The Time Pile – These are the piles that grow because you don’t have time to take action on the items in them. You know what you want to do, but it’s not a priority right now. These piles grow in direct proportion to how busy our schedules are.

The Place Pile – These piles contain items that need to be put away, but you have no designated space for them. It may be that you haven’t had time to create a home for them, or the items are so different you don’t know how to organize them.

The Lack of Confidence Pile – Let’s call this pile what it is: the Fear Pile. This is the pile you have to act upon. These are action items that must be done, but they can’t be done right now, and you won’t put them away because a little voice is telling you that if you file them, you’ll forget them.

The Clueless Pile – These are things you might need – maybe. You don’t have a place for them. You don’t know what to do with them. You simply want to think about them and make a decision later.

Okay, so you’re looking at your piles in a new light, but they’re still piles. Let’s start molding them into something usable.

1. Separate your piles by the types listed above. Use sticky notes or notecards to label each pile – Time, Place, Fear, Clueless.

2. For now, set aside your Fear and Clueless piles.

3. Look only at your Time and Place piles. Within each pile, collect like things together. Put your receipts in their own pile, scrapbook memorabilia in another, etc. Label with more sticky notes as needed. These labels might be something like

      • Time – Scrapbooking
      • Time – Business Articles to Read
      • Place – Receipts
      • Place – Craft Articles to Keep

**Many people do steps 1 & 3 naturally as they create their piles, so you may have a good start already. Just make sure to label the piles with your sticky notes.

4. Now for the fun part – turning your piles into something functional and attractive. All of your Place piles need permanent homes. Time piles may or may not need a permanent home. Only you can decide. Is this something you will do on an on-going basis or is it a one-time activity?

Here are some ideas for dealing with your Place and Time piles:

Paper Piles –

    • File Folders – great for bills, tax documents, scrapbook memorabilia (filed by year, child, or event)
    • Accordion Files – great for receipts, coupons, cards (use one tab for each month)
    • 1 Gallon Ziploc Bags – great for craft projects, small paper-based projects, and scrapbook pages.  (You can put all items for your scrapbook page in the bag including a 12×12 sheet of paper). Added bonus – you can easily see what is in the bag.
    • Notebooks – See the July 1 post “A Secret Weapon for Getting Organized” for more details.

Books & Magazines –

    • Designated Shelf – If you have books or magazines to read, designate a shelf on a bookcase and label it. This will remind you of both the things you want to read and the place where to put them.
    • Magazine Holders – If you don’t have shelf space to spare, buy some magazine holders and put them on your coffee table, nightstand, or any other place that makes sense. There are many decorative holders that will match your décor.
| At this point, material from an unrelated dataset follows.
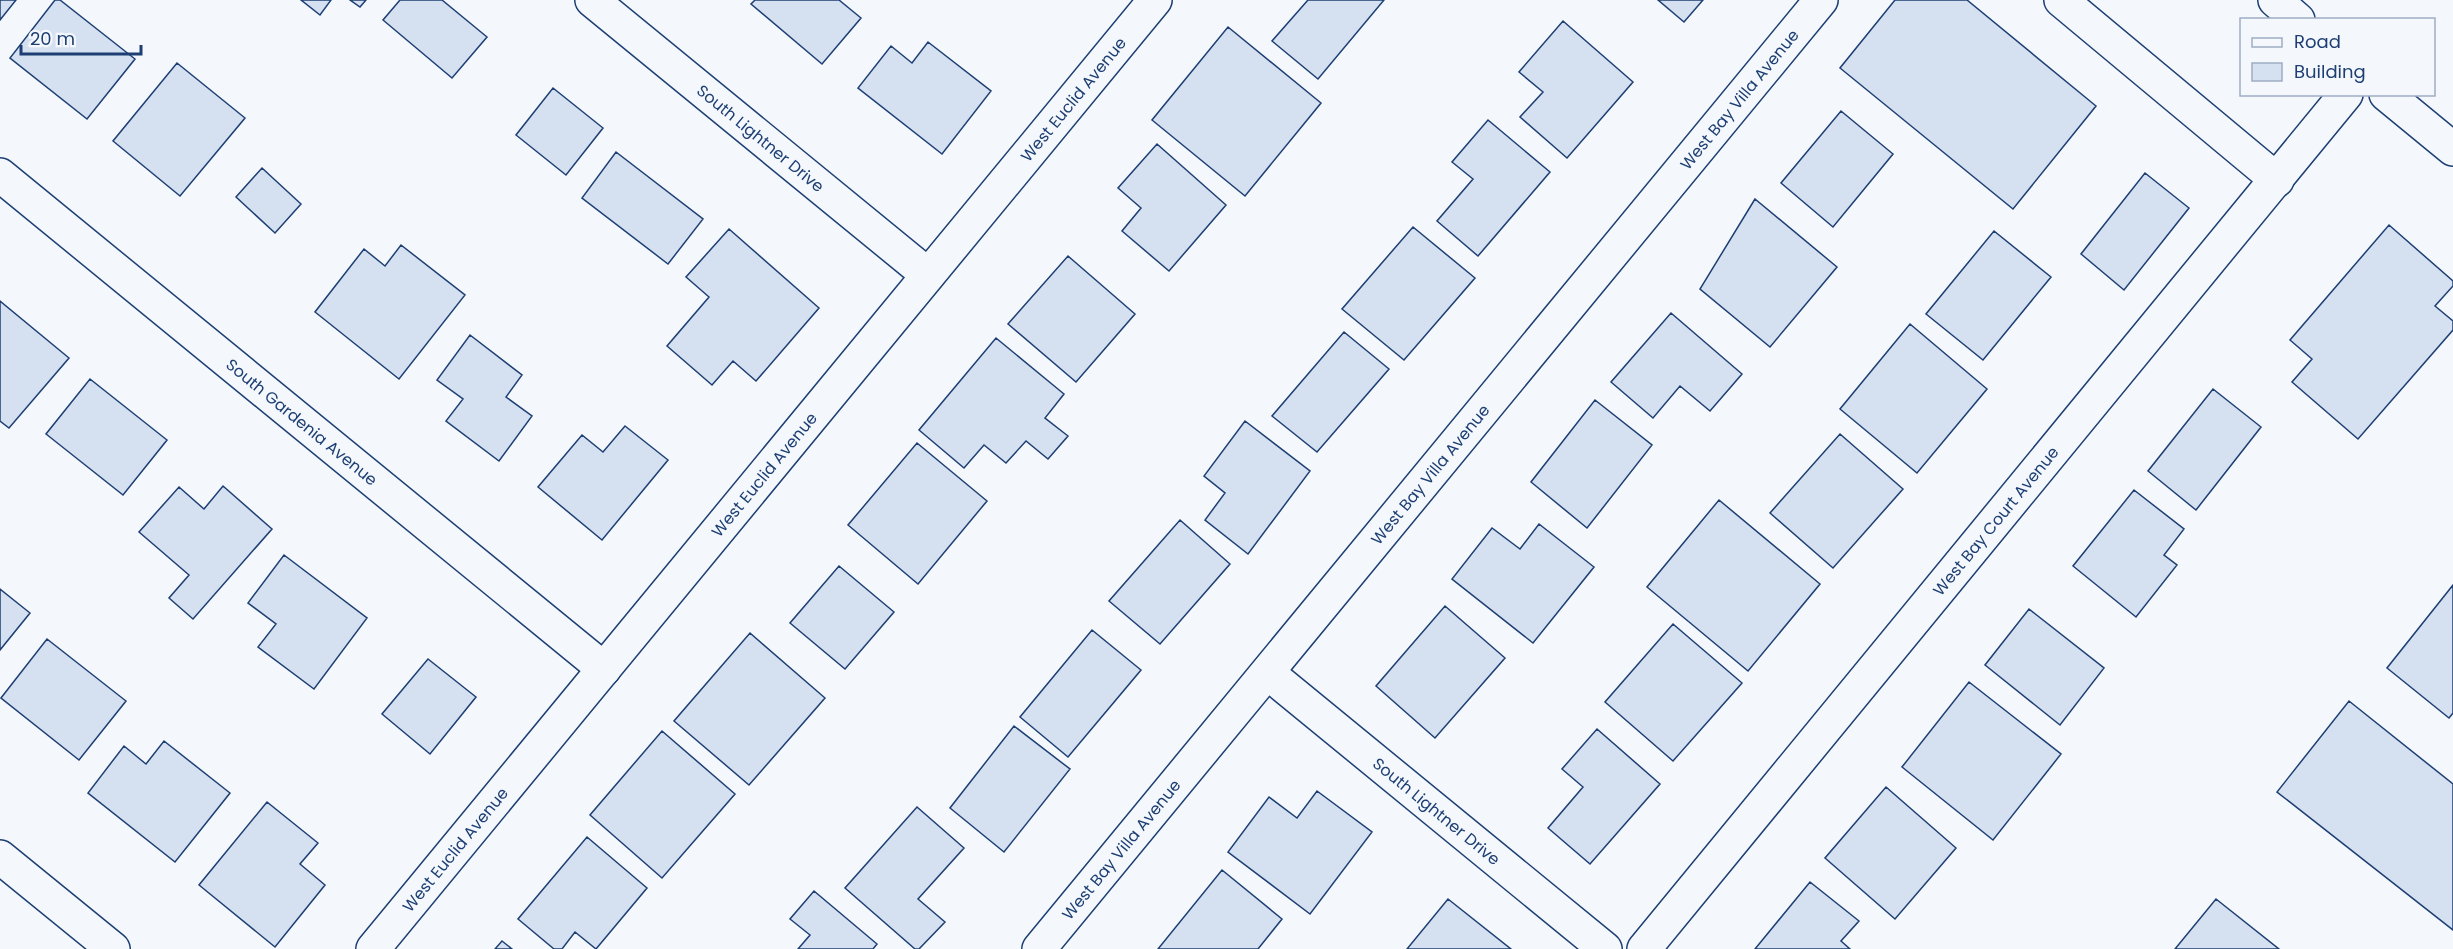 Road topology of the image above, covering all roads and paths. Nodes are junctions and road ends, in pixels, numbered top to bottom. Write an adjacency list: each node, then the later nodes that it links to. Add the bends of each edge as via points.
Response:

Also, you can find ones that hide or display, depending on your preference, the books and magazines they store.

Whew! That should get you started. Next week we’ll tackle the two piles we set aside: the Fear and Clueless piles.
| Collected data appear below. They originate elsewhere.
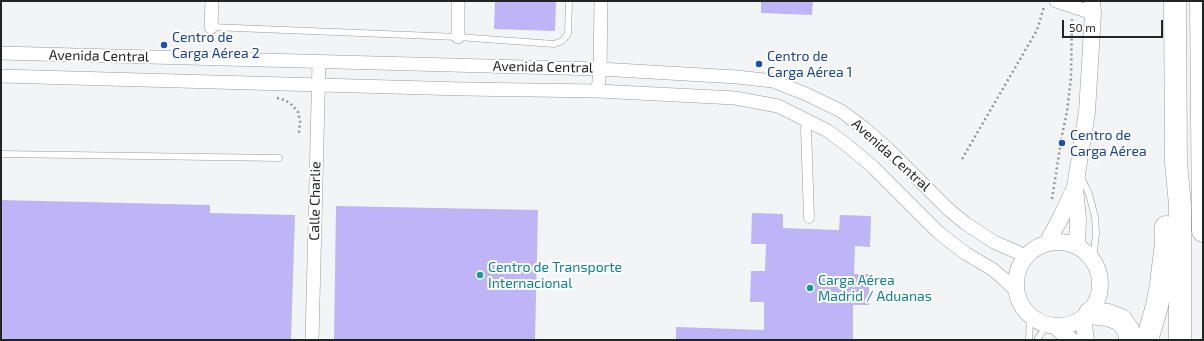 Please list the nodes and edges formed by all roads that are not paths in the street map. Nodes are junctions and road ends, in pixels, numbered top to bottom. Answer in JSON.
{"nodes":[{"id":1,"x":212,"y":1,"type":"edge"},
{"id":2,"x":458,"y":1,"type":"edge"},
{"id":3,"x":569,"y":1,"type":"edge"},
{"id":4,"x":601,"y":1,"type":"edge"},
{"id":5,"x":1056,"y":1,"type":"edge"},
{"id":6,"x":1175,"y":1,"type":"edge"},
{"id":7,"x":1201,"y":1,"type":"edge"},
{"id":8,"x":1092,"y":7,"type":"edge"},
{"id":9,"x":211,"y":27,"type":"joint"},
{"id":10,"x":458,"y":37,"type":"junction"},
{"id":11,"x":1,"y":53,"type":"edge"},
{"id":12,"x":319,"y":62,"type":"junction"},
{"id":13,"x":600,"y":69,"type":"junction"},
{"id":14,"x":1,"y":76,"type":"edge"},
{"id":15,"x":319,"y":84,"type":"junction"},
{"id":16,"x":598,"y":91,"type":"junction"},
{"id":17,"x":806,"y":128,"type":"dead end"},
{"id":18,"x":1,"y":154,"type":"edge"},
{"id":19,"x":279,"y":158,"type":"dead end"},
{"id":20,"x":1176,"y":162,"type":"junction"},
{"id":21,"x":1078,"y":169,"type":"junction"},
{"id":22,"x":1075,"y":187,"type":"junction"},
{"id":23,"x":1203,"y":193,"type":"edge"},
{"id":24,"x":809,"y":218,"type":"dead end"},
{"id":25,"x":1203,"y":231,"type":"edge"},
{"id":26,"x":1047,"y":243,"type":"junction"},
{"id":27,"x":1077,"y":247,"type":"junction"},
{"id":28,"x":1026,"y":256,"type":"junction"},
{"id":29,"x":1093,"y":260,"type":"junction"},
{"id":30,"x":1015,"y":290,"type":"junction"},
{"id":31,"x":1087,"y":316,"type":"junction"},
{"id":32,"x":1030,"y":317,"type":"junction"},
{"id":33,"x":1051,"y":326,"type":"junction"},
{"id":34,"x":312,"y":340,"type":"edge"},
{"id":35,"x":1029,"y":340,"type":"edge"},
{"id":36,"x":1037,"y":340,"type":"edge"},
{"id":37,"x":1071,"y":340,"type":"edge"},
{"id":38,"x":1086,"y":340,"type":"edge"},
{"id":39,"x":1131,"y":340,"type":"edge"},
{"id":40,"x":1147,"y":340,"type":"edge"},
{"id":41,"x":1180,"y":340,"type":"edge"}],
"edges":[{"from":1,"to":9,"type":"street"},
{"from":2,"to":10,"type":"street"},
{"from":3,"to":10,"type":"lane"},
{"from":4,"to":13,"type":"street"},
{"from":5,"to":8,"type":"street"},
{"from":6,"to":20,"type":"highway"},
{"from":7,"to":23,"type":"highway"},
{"from":8,"to":21,"type":"street"},
{"from":9,"to":10,"type":"lane"},
{"from":11,"to":12,"type":"street","name":"Avenida Central"},
{"from":12,"to":13,"type":"street","name":"Avenida Central"},
{"from":12,"to":15,"type":"street","name":"Calle Charlie"},
{"from":13,"to":16,"type":"street"},
{"from":13,"to":28,"type":"street","name":"Avenida Central"},
{"from":14,"to":15,"type":"street","name":"Avenida Central"},
{"from":15,"to":16,"type":"street","name":"Avenida Central"},
{"from":15,"to":34,"type":"street","name":"Calle Charlie"},
{"from":16,"to":30,"type":"street","name":"Avenida Central"},
{"from":17,"to":24,"type":"street"},
{"from":18,"to":19,"type":"lane"},
{"from":20,"to":40,"type":"highway"},
{"from":20,"to":41,"type":"highway"},
{"from":21,"to":22,"type":"street"},
{"from":21,"to":29,"type":"lane"},
{"from":22,"to":26,"type":"street"},
{"from":22,"to":27,"type":"street"},
{"from":23,"to":25,"type":"highway"},
{"from":26,"to":27,"type":"street"},
{"from":26,"to":28,"type":"street"},
{"from":27,"to":29,"type":"street"},
{"from":28,"to":30,"type":"street"},
{"from":29,"to":31,"type":"street"},
{"from":30,"to":32,"type":"street"},
{"from":31,"to":33,"type":"street"},
{"from":31,"to":38,"type":"street"},
{"from":31,"to":39,"type":"highway"},
{"from":32,"to":33,"type":"street"},
{"from":32,"to":35,"type":"lane"},
{"from":33,"to":36,"type":"lane"},
{"from":33,"to":37,"type":"street"}]}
Do you have piles of things stealing space in your home? Tell me about your situation. I’d love to share some ideas for tackling your clutter.

Simplicity Tip of the Day: No matter what organizing tool you use (notebook, magazine holder, accordion file, etc.), always use a label to describe the contents. Things we don’t use on a daily basis can be easily forgotten. Labels make our lives easier and less stressful.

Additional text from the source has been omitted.